Thinking about picking some of these up to try for some musky casting.
Looks like a great lure for spring fishing. Anyone use these with success??
Are these available at Dicks or Gander Mountain or will I have to buy them online? I've been eyeing these up, just looks like a great lure. I have two musky killers from mepps and have only used it a couple of times. Last time I went out, it seemed to work really well.
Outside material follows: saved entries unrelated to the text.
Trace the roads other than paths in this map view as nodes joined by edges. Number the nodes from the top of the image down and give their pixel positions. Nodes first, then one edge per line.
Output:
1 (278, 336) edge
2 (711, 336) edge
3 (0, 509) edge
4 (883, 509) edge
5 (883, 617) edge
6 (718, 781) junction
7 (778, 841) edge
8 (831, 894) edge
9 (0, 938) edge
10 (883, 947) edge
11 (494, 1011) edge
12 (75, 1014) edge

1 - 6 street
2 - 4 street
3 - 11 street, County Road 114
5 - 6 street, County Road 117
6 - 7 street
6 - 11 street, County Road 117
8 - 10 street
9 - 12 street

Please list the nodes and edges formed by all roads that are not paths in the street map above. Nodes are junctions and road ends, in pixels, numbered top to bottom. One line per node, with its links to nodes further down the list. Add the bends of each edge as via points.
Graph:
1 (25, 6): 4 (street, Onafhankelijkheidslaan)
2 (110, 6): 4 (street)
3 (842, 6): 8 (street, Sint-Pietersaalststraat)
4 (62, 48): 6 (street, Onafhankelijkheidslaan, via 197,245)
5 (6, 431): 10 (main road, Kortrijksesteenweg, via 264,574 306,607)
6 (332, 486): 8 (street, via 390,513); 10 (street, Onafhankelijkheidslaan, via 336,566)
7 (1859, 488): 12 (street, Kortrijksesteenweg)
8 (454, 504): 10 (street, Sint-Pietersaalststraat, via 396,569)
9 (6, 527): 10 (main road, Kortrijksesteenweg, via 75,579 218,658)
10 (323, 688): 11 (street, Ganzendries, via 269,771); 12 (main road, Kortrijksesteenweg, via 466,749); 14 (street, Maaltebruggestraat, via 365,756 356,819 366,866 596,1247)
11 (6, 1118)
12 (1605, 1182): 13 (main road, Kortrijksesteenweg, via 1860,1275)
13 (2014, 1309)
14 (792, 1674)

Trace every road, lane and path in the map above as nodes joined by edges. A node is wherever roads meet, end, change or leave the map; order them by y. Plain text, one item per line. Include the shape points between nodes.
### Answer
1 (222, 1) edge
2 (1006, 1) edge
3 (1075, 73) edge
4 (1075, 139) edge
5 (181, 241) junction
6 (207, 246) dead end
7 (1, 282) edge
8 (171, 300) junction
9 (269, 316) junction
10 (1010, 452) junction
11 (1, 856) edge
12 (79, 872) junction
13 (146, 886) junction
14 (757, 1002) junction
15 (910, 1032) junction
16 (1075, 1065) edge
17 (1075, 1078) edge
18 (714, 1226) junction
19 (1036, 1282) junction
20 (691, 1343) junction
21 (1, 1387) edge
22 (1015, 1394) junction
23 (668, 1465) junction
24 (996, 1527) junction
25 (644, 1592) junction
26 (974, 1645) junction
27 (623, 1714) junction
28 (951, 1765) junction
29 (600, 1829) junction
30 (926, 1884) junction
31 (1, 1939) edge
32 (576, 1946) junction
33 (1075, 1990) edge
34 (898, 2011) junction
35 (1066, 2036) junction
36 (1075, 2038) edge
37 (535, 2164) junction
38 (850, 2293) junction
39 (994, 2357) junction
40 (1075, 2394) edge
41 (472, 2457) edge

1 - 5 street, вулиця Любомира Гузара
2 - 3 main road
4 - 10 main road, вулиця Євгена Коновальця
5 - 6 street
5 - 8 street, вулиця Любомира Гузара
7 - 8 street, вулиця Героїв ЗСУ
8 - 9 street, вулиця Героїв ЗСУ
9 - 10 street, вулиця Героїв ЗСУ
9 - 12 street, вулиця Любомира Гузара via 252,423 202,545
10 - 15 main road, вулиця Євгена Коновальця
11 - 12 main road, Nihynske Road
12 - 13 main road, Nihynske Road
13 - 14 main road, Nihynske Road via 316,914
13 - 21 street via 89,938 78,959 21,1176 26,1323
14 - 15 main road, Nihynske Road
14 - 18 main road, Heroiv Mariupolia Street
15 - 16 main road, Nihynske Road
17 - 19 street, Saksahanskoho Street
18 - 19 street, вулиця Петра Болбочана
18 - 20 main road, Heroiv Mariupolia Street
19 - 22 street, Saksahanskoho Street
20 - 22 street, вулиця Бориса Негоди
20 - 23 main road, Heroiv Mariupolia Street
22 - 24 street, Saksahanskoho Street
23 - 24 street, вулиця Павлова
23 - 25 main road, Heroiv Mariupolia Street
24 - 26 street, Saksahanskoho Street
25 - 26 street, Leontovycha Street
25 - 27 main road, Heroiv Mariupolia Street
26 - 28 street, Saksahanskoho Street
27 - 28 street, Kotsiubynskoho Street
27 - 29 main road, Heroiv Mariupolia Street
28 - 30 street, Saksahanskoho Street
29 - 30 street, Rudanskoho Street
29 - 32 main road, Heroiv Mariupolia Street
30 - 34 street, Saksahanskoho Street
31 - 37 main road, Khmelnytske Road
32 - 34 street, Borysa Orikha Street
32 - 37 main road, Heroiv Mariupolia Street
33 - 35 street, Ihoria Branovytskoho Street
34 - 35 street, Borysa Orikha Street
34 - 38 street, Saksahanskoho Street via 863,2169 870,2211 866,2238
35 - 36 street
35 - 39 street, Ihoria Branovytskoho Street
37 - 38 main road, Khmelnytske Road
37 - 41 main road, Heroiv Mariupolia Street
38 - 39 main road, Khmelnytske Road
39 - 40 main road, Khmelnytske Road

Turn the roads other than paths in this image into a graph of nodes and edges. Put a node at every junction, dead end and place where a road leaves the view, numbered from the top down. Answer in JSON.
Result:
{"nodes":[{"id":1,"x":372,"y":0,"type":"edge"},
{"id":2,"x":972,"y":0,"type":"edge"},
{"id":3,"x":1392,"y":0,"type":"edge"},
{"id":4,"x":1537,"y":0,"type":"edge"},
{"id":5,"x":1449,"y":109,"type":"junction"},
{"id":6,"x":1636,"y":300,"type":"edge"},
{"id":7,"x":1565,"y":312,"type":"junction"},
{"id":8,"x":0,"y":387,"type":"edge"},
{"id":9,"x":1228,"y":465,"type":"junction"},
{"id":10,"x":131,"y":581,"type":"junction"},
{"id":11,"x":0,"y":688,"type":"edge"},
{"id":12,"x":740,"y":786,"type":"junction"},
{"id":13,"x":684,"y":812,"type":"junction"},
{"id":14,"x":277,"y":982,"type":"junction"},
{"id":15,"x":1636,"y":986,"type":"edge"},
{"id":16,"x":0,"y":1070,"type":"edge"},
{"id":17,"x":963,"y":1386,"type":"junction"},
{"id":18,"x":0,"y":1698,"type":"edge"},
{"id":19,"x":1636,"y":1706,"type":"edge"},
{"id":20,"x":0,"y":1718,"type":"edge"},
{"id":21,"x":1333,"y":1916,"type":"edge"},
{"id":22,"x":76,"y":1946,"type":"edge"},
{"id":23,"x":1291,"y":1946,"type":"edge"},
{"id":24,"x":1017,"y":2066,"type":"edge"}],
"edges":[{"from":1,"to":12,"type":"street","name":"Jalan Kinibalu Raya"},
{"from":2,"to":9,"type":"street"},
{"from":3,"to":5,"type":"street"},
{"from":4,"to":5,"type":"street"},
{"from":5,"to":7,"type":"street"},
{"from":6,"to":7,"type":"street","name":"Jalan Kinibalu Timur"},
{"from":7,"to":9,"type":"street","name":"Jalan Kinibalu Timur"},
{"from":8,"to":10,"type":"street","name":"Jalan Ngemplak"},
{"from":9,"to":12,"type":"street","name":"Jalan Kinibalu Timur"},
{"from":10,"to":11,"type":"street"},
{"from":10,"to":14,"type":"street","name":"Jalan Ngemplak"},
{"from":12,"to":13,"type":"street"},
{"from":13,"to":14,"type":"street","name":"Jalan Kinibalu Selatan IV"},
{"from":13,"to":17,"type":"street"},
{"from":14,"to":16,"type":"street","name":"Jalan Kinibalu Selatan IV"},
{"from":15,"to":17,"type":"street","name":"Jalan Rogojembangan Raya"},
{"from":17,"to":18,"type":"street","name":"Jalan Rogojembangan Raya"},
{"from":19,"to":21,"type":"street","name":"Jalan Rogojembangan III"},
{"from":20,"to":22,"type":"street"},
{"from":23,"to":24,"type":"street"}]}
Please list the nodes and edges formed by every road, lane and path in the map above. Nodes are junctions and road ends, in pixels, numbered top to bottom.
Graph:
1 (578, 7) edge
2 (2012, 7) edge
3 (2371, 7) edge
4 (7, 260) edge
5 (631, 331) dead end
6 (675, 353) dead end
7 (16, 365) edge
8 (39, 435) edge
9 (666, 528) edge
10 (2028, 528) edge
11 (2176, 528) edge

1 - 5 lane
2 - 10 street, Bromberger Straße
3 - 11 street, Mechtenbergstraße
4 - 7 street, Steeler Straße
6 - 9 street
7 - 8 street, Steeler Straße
I'll probably pick up a couple more colors in the musky killer lure too. any suggestions for color for clear water conditions? all comments are appreciated!! Can't wait to get out again and get my first musky.


----------



## Muskie Man (Aug 15, 2006)

I Love the maribou I have many colors. retrieved fast enough and the will rise to the top. its all to opinion on what colors you like. I would have atleast to in my box.


----------



## Weatherby (May 27, 2005)

Yep, got just about every color made.


----------



## MuskieJim (Apr 11, 2007)

The Mepps Maribou is a staple bucktail for any box. Great bait. My two favorite colors are as simple as they come: black/gold blade and white/silver blade.


----------



## sploosh56 (Dec 31, 2008)

white with a silver blade is a favorite of mine


----------



## danjaquino (Jun 2, 2005)

Hey, thanks for sharing. I'll let you know how I do if I pick some of these up.
-dan


----------



## JamesT (Jul 22, 2005)

Can't comment on that specific lure, but I will say that maribou is an excellent material for lures that is not used as much as it should be. I've made some buzzers with it that work well.


----------



## ShutUpNFish (Apr 17, 2007)

Mepps is one of the originals...before there were Harrassers, Buchers, Cowgirls, etc. etc. I remember actually taking an old Mepps spinner my dad had that contained a big rubber fish instead of hair or "bou"; I cut the rubber fish off and tied yellow bucktail to the back....this was the old style with the brass weighted body and large willow leaf spinner. I caught hundreds of Kawartha muskies on that thing and still have it. The blade is worn and bent from the brass body and it was retied with yellow bucktail hair dozens of times. A lot of memories in that lure....it actually caught me my first Canadian muskie! Thanks for reminding me.


----------